The direct and selective functionalization of 2-pyridones remains a fundamental challenge in synthetic chemistry. While conventional strategies targeting the C=C double bond offer some solutions, achieving broad site-selectivity and site-diversity continues to be limited. Reported methods have largely focused on single-position modifications, and site-selective multi-functionalization remains an attractive goal. Herein, we report I₂- and Ru₃(CO)₁₂/I₂-catalyzed strategies enabling multi-site thiolation of 2-pyridones with disulfides. This approach allows for selective C5-thiolation, C3-thiolation, as well as C3,C5- and C3,C6-dithiolation, under tunable and controllable reaction conditions.

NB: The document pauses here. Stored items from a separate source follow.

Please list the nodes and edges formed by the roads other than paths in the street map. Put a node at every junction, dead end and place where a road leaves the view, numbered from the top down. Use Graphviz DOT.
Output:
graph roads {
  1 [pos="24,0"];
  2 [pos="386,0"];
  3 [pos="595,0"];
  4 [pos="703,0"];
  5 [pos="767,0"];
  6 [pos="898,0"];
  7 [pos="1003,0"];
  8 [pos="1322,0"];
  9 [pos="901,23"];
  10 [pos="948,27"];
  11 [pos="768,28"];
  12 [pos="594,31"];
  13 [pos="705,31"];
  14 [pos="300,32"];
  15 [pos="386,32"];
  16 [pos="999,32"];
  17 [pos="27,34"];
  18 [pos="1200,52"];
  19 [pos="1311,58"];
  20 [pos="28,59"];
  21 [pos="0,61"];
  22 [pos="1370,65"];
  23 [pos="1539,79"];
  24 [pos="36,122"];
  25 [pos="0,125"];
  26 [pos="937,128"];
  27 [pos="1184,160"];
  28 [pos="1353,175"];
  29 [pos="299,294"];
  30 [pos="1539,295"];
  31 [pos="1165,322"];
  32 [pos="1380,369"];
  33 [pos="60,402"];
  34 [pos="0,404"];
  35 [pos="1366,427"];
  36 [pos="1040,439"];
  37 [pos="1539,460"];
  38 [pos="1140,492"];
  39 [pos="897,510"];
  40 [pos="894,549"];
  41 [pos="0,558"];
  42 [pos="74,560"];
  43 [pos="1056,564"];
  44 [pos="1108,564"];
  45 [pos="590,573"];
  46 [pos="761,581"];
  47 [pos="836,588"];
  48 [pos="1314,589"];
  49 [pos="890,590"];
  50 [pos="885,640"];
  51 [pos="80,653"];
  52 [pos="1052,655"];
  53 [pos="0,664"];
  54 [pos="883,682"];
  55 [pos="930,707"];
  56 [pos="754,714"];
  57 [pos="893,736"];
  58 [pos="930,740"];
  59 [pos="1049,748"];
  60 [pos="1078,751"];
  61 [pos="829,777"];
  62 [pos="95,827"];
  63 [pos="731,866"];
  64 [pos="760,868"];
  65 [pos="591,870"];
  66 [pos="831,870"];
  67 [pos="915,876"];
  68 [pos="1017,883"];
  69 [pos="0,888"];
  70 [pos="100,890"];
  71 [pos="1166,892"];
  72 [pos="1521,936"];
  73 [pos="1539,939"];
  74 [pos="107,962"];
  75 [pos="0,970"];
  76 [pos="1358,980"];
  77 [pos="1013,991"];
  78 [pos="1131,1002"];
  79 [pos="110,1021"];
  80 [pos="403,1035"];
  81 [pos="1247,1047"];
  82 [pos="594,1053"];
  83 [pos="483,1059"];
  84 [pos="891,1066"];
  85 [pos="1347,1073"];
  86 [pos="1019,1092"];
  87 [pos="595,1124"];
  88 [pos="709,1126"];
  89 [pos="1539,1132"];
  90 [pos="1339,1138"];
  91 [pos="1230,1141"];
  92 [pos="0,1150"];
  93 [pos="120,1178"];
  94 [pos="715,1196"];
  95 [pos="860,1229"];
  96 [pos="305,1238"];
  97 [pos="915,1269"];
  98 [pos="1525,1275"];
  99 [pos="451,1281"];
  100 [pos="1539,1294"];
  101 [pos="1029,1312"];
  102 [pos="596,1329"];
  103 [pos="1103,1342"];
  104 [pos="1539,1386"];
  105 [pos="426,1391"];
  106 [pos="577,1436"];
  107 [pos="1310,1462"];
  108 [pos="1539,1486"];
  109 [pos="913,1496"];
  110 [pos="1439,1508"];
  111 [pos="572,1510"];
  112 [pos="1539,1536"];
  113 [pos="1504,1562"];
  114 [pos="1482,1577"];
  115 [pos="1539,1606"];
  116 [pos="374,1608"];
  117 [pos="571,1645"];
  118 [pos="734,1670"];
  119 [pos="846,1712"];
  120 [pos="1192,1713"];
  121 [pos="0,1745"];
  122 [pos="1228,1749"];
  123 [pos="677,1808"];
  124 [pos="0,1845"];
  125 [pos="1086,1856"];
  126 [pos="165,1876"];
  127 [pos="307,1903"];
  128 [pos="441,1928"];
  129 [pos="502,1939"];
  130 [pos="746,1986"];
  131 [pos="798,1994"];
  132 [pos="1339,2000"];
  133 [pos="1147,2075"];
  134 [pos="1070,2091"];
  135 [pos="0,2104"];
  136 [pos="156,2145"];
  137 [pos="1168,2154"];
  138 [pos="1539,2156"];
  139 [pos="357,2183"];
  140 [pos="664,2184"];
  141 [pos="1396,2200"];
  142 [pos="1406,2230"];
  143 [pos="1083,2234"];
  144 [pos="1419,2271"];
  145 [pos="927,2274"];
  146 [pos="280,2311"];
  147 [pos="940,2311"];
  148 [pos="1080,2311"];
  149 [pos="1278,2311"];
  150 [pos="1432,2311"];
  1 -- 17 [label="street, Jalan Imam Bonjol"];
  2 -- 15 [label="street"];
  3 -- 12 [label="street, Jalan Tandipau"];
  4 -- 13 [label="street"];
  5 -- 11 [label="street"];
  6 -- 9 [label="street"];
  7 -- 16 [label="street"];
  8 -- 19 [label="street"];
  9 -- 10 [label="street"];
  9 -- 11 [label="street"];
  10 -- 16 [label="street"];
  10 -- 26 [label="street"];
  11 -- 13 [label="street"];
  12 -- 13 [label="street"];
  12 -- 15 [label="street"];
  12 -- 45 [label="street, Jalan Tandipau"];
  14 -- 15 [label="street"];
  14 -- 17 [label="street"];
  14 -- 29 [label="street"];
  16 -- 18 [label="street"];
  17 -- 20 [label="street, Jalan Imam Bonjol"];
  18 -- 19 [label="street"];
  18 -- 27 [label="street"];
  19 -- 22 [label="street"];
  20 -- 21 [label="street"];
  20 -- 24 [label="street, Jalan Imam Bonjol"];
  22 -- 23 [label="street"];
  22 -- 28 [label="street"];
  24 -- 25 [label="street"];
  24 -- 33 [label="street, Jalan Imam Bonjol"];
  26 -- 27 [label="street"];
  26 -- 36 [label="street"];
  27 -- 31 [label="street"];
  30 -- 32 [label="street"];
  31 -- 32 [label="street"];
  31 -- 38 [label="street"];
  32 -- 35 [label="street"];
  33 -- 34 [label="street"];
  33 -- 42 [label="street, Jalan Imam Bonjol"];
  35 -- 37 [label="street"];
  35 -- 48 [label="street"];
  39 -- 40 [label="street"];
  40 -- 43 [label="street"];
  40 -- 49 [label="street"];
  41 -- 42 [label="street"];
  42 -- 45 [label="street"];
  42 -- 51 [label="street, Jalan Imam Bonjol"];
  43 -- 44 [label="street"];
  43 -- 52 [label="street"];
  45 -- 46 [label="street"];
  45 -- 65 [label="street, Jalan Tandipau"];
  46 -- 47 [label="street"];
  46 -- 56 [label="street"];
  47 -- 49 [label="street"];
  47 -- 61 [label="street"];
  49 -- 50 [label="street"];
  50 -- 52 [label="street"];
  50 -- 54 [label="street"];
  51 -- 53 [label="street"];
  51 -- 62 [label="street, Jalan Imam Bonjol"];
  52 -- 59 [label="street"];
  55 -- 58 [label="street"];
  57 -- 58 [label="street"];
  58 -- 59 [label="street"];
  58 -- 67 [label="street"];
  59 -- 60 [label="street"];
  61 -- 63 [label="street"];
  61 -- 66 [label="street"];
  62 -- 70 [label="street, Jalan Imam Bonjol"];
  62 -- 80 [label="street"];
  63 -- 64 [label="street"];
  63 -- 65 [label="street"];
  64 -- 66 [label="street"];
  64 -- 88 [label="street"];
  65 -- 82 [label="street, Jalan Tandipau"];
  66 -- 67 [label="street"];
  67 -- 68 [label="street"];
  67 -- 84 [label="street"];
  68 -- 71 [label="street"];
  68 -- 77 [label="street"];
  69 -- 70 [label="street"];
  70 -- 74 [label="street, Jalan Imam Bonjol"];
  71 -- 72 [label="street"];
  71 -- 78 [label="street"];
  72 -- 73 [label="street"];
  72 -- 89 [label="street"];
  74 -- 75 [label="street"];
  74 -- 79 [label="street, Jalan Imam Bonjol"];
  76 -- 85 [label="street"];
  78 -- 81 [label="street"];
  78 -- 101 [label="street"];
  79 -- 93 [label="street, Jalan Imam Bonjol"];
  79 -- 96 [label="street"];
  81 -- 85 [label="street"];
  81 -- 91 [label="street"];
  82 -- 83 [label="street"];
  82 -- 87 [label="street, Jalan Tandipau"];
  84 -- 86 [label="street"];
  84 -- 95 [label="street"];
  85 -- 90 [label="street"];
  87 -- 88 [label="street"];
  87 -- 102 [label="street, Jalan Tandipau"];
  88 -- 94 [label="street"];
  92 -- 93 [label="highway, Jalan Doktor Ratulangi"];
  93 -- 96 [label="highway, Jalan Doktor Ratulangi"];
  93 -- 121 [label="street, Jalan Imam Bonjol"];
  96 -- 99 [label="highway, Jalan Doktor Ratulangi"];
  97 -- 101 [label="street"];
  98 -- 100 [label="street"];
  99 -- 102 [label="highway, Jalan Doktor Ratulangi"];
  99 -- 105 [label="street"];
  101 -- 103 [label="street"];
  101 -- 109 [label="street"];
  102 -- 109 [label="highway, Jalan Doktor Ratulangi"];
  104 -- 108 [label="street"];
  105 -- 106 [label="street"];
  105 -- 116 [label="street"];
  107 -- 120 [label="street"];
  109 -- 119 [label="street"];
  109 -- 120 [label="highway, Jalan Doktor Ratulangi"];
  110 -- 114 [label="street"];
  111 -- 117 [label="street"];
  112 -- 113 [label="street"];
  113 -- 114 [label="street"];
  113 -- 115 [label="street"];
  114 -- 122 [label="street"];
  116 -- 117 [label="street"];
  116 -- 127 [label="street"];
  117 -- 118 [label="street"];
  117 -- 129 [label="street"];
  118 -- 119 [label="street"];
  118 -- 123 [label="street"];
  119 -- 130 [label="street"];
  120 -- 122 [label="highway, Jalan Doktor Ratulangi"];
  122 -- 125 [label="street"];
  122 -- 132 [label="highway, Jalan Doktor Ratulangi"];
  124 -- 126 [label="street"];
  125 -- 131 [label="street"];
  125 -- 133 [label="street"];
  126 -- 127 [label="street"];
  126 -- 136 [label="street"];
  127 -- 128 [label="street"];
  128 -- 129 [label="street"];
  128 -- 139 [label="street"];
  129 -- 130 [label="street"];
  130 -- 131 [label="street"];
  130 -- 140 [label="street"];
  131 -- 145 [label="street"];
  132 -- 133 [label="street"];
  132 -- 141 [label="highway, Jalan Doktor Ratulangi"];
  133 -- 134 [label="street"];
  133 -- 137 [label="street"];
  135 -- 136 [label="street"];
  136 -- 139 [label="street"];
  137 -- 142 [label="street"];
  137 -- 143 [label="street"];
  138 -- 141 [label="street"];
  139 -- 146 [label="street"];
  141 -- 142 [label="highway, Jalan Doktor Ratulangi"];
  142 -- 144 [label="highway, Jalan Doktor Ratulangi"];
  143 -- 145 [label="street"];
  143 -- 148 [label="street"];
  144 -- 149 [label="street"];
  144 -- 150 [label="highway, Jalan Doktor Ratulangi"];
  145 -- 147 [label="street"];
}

These transformations proceed with excellent regioselectivity, broad substrate scope, and good functional group tolerance. Furthermore, late-stage modifications and product derivatization demonstrate the synthetic utility and versatility of this protocol. Mechanistic investigations suggest that the mono-thiolation proceeds via a radical pathway involving thiyl radicals, while the di-thiolation likely follows a chelation-assisted ruthenation pathway. Overall, this work provides a robust platform for site-specific and multi-site functionalization of 2-pyridones, paving the way for rapid construction of structurally diverse sulfur-containing heterocycles.